PROBLEM STATEMENT: In the data below, count how many lines contain "Δούκα" and give that number by itself.

SUPPLIED DATA:
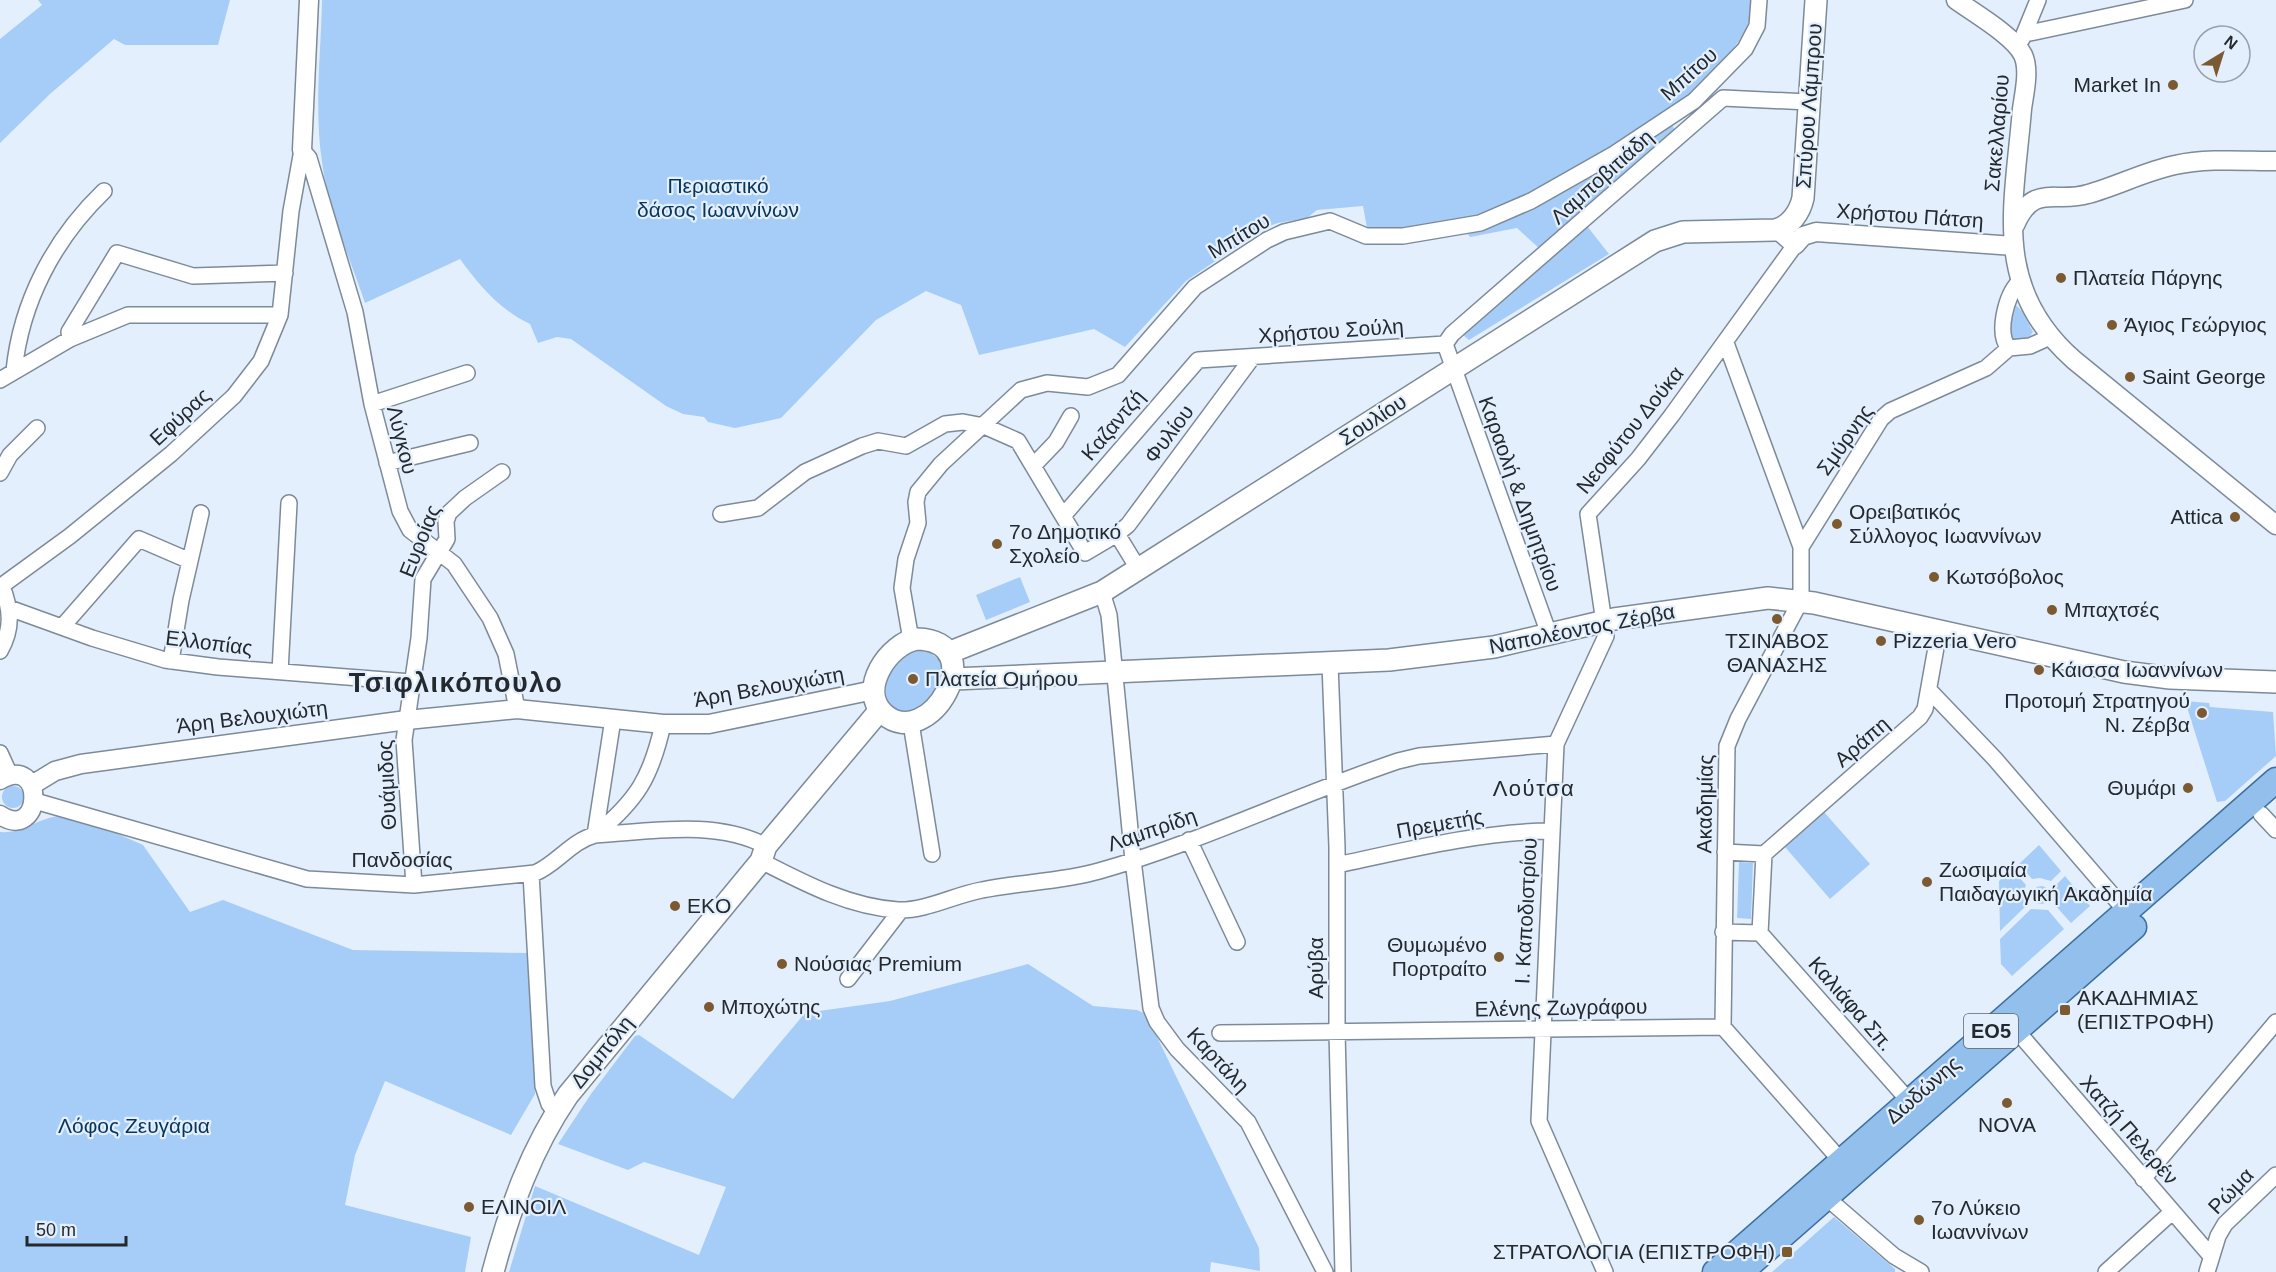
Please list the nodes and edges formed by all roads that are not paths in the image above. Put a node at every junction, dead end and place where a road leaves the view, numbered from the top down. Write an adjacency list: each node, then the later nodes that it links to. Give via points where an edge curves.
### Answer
1 (309, 0): 9 (street)
2 (1759, 0): 33 (street, Μπίτου, via 1757,26 1745,49 1694,101 1657,128 1532,201 1480,224 1403,236 1365,236 1330,221 1275,236 1195,287 1118,375 1088,387 1047,383 1028,387)
3 (1816, 0): 8 (main road, Σπύρου Λάμπρου)
4 (1956, 0): 7 (street, Σακελλαρίου)
5 (2038, 0): 7 (street)
6 (2185, 0): 7 (street)
7 (2021, 41): 15 (street, Σακελλαρίου, via 2025,77)
8 (1809, 102): 12 (main road, Σπύρου Λάμπρου); 23 (street, Λαμποβιτιάδη, via 1727,97 1716,103)
9 (302, 150): 17 (street, Εφύρας); 31 (street, Λύγκου, via 309,158 341,261)
10 (2276, 160): 15 (street, via 2174,165 2090,194 2037,198 2026,207)
11 (104, 191): 27 (street, via 83,211 58,246 40,280)
12 (1799, 211): 13 (main road); 14 (street, via 1819,228)
13 (1778, 230): 16 (street); 28 (main road, Σουλίου, via 1683,232 1662,238)
14 (1854, 233): 15 (street, Χρήστου Πάτση); 16 (street, Χρήστου Πάτση, via 1814,233 1803,236)
15 (2013, 238): 18 (street)
16 (1795, 245): 22 (street, Νεοφύτου Δούκα)
17 (285, 273): 19 (street, Εφύρας); 21 (street, via 201,277 117,253 69,332)
18 (2019, 282): 20 (street); 24 (street, via 2011,293 2003,330)
19 (280, 315): 21 (street, via 128,315); 50 (street, Εφύρας, via 261,361 222,407 115,501)
20 (2050, 337): 24 (street, via 2030,346); 44 (street)
21 (70, 339): 27 (street)
22 (1726, 343): 46 (street); 54 (street, Νεοφύτου Δούκα, via 1638,459 1588,514)
23 (1445, 344): 25 (street, Χρήστου Σούλη); 28 (street)
24 (2009, 348): 46 (street, Σμύρνης, via 1986,368 1881,418)
25 (1252, 358): 26 (street, Χρήστου Σούλη); 45 (street, Φυλίου, via 1128,525)
26 (1194, 362): 43 (street, Καζαντζή)
27 (10, 363): 30 (street)
28 (1452, 369): 49 (main road, Σουλίου); 57 (street, Καραολή & Δημητρίου)
29 (467, 373): 31 (street)
30 (0, 380)
31 (372, 404): 36 (street, Λύγκου)
32 (1071, 416): 37 (street, via 1056,442)
33 (984, 426): 37 (street, via 1018,441); 42 (street, via 951,422 906,446 875,442 805,472 758,508); 58 (street, Μπίτου, via 933,472 917,495 917,527 906,559 902,588)
34 (37, 428): 39 (street, via 10,455)
35 (470, 443): 36 (street)
36 (387, 463): 47 (street, Λύγκου, via 404,521 416,536)
37 (1033, 465): 43 (street)
38 (502, 472): 47 (street, Ευροίας, via 449,513 447,539)
39 (0, 473)
40 (289, 503): 63 (street)
41 (201, 513): 48 (street)
42 (721, 513)
43 (1063, 516): 45 (street, Φυλίου, via 1085,553)
44 (2276, 525)
45 (1117, 534): 49 (street)
46 (1801, 547): 52 (street)
47 (440, 552): 66 (street, Ευροίας, via 423,579); 69 (street, Λύγκου, via 459,571 498,630)
48 (190, 561): 55 (street, via 139,539); 61 (street)
49 (1139, 570): 51 (main road, Σουλίου)
50 (1, 587): 53 (street, Εφύρας)
51 (1102, 592): 60 (main road, Σουλίου); 64 (street, Καρτάλη, via 1109,609)
52 (1801, 600): 54 (main road, Ναπολέοντος Ζέρβα, via 1768,598); 56 (main road, Ναπολέοντος Ζέρβα); 84 (street, Ακαδημίας, via 1728,740)
53 (9, 608): 55 (street, Ελλοπίας); 59 (street, Εφύρας, via 9,632)
54 (1603, 621): 57 (main road, Ναπολέοντος Ζέρβα); 74 (street, Ι. Καποδιστρίου, via 1604,644)
55 (62, 627): 61 (street, Ελλοπίας)
56 (1939, 631): 67 (main road, Ναπολέοντος Ζέρβα, via 2145,675); 68 (street, Αράπη)
57 (1549, 634): 62 (main road, Ναπολέοντος Ζέρβα, via 1494,647)
58 (911, 640): 60 (main road, via 932,641); 70 (main road, via 899,646 877,676)
59 (0, 651)
60 (948, 653): 65 (main road)
61 (171, 661): 63 (street, Ελλοπίας)
62 (1330, 664): 64 (main road, Ναπολέοντος Ζέρβα); 77 (street, Αρύβα)
63 (280, 672): 66 (street, Ελλοπίας)
64 (1113, 673): 65 (main road, Ναπολέοντος Ζέρβα); 88 (street, Καρτάλη)
65 (953, 679): 70 (main road, via 924,716)
66 (411, 682): 72 (street, Ευροίας)
67 (2276, 682)
68 (1929, 690): 87 (street, Αράπη, via 1925,709 1916,722); 93 (street, via 1995,759)
69 (517, 709): 71 (street, Άρη Βελουχιώτη); 72 (street, Άρη Βελουχιώτη)
70 (889, 710): 73 (street, Άρη Βελουχιώτη); 85 (main road, Δομπόλη, via 777,854); 86 (street)
71 (613, 719): 73 (street, Άρη Βελουχιώτη); 82 (street)
72 (407, 720): 78 (street, Άρη Βελουχιώτη, via 81,764 55,771); 91 (street, Θυάμιδος, via 404,747)
73 (663, 724): 82 (street, via 644,784 615,818)
74 (1556, 744): 77 (street, Λαμπρίδη, via 1410,758); 81 (street, Ι. Καποδιστρίου)
75 (0, 753): 76 (street)
76 (5, 778): 78 (street, via 25,778)
77 (1334, 784): 83 (street, Λαμπρίδη); 89 (street, Αρύβα)
78 (33, 793): 80 (street, Άρη Βελουχιώτη, via 30,811 21,818); 91 (street, Πανδοσίας, via 307,879)
79 (2271, 803): 93 (main road, Δωδώνης / ΕΟ5); 101 (main road, Δωδώνης / ΕΟ5)
80 (0, 815)
81 (1550, 831): 89 (street, Πρεμετής, via 1450,842); 100 (street, Ι. Καποδιστρίου)
82 (594, 835): 85 (street, Πανδοσίας, via 714,831 738,834); 90 (street, Πανδοσίας, via 580,841 546,869)
83 (1189, 840): 88 (street, Λαμπρίδη); 96 (street)
84 (1725, 852): 87 (street); 94 (street, Ακαδημίας)
85 (763, 854): 92 (street, Λαμπρίδη, via 830,894); 105 (main road, Δομπόλη)
86 (932, 854)
87 (1764, 854): 95 (street)
88 (1132, 860): 92 (street, Λαμπρίδη, via 1084,875 981,890); 113 (street, Καρτάλη, via 1153,1015 1187,1059 1248,1122)
89 (1337, 865): 102 (street, Αρύβα)
90 (531, 873): 91 (street, Πανδοσίας); 105 (street, via 543,1086)
91 (414, 885)
92 (901, 910): 97 (street)
93 (2126, 911): 104 (main road, Δωδώνης / ΕΟ5)
94 (1723, 932): 95 (street); 99 (street, Ακαδημίας)
95 (1760, 933): 104 (street, Καλιάφα Σπ.)
96 (1237, 942)
97 (848, 979)
98 (2276, 1022): 108 (street)
99 (1723, 1027): 100 (street, Ελένης Ζωγράφου); 106 (street)
100 (1541, 1029): 102 (street, Ελένης Ζωγράφου); 115 (street, Ι. Καποδιστρίου, via 1542,1132)
101 (2017, 1031): 108 (street, Χατζή Πελερέν); 109 (main road, Δωδώνης / ΕΟ5)
102 (1337, 1032): 103 (street, Ελένης Ζωγράφου); 114 (street, Αρύβα)
103 (1220, 1033)
104 (1910, 1102): 106 (main road, Δωδώνης / ΕΟ5)
105 (556, 1113): 112 (main road, Δομπόλη, via 521,1181)
106 (1842, 1162): 116 (main road, Δωδώνης / ΕΟ5)
107 (2276, 1174): 111 (street, Ρώμα, via 2225,1224)
108 (2143, 1179): 110 (street, Χατζή Πελερέν)
109 (1827, 1198): 117 (main road, Δωδώνης / ΕΟ5); 118 (street, via 1894,1256)
110 (2172, 1212): 111 (street, Χατζή Πελερέν); 119 (street)
111 (2211, 1256): 120 (street, Ρώμα)
112 (493, 1272)
113 (1325, 1272)
114 (1343, 1272)
115 (1605, 1272)
116 (1716, 1272)
117 (1741, 1272)
118 (1922, 1272)
119 (2106, 1272)
120 (2207, 1272)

WRITTEN REPLY: 2